Only lines with the string "thumb" are wanted. Pull them out of the data.

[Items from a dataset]
+---+
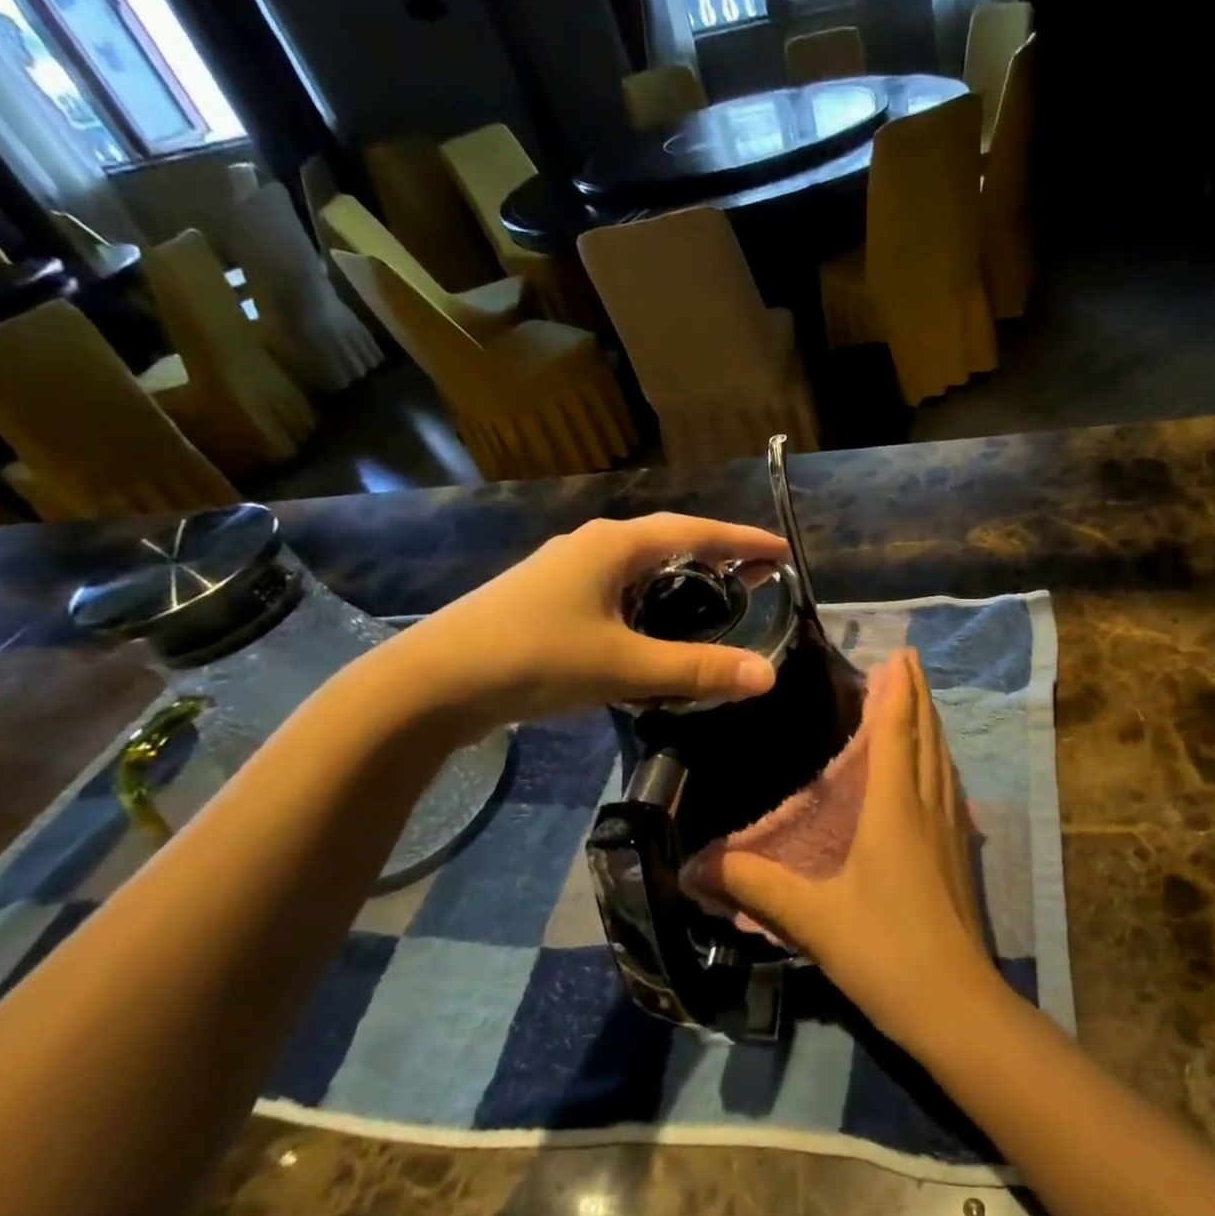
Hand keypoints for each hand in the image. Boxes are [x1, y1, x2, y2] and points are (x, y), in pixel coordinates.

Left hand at [379, 514, 788, 736]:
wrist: (431, 684)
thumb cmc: (533, 659)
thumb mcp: (623, 666)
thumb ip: (697, 669)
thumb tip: (768, 676)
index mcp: (614, 545)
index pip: (696, 532)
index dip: (743, 540)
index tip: (783, 550)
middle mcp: (592, 545)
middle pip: (670, 542)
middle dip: (718, 557)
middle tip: (758, 578)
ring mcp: (567, 570)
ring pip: (642, 567)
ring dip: (683, 579)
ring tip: (716, 601)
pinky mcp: (551, 598)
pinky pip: (619, 588)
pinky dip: (652, 600)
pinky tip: (655, 628)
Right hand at [712, 648, 1005, 1047]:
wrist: (956, 1005)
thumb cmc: (885, 951)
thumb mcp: (811, 919)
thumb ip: (755, 887)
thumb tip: (696, 868)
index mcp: (896, 808)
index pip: (897, 732)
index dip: (897, 691)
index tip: (898, 654)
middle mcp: (929, 806)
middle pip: (927, 736)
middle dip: (918, 695)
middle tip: (908, 662)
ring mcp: (952, 830)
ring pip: (943, 760)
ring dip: (931, 723)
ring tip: (921, 700)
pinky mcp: (960, 853)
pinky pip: (950, 786)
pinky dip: (940, 759)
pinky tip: (936, 769)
+---+
▶ Solution for this task
thumb cmc: (533, 659)
thumb mcp: (623, 666)
thumb ip: (697, 669)
thumb tip: (768, 676)
thumb cmc: (885, 951)
thumb mcp: (811, 919)
thumb ip: (755, 887)
thumb tip: (696, 868)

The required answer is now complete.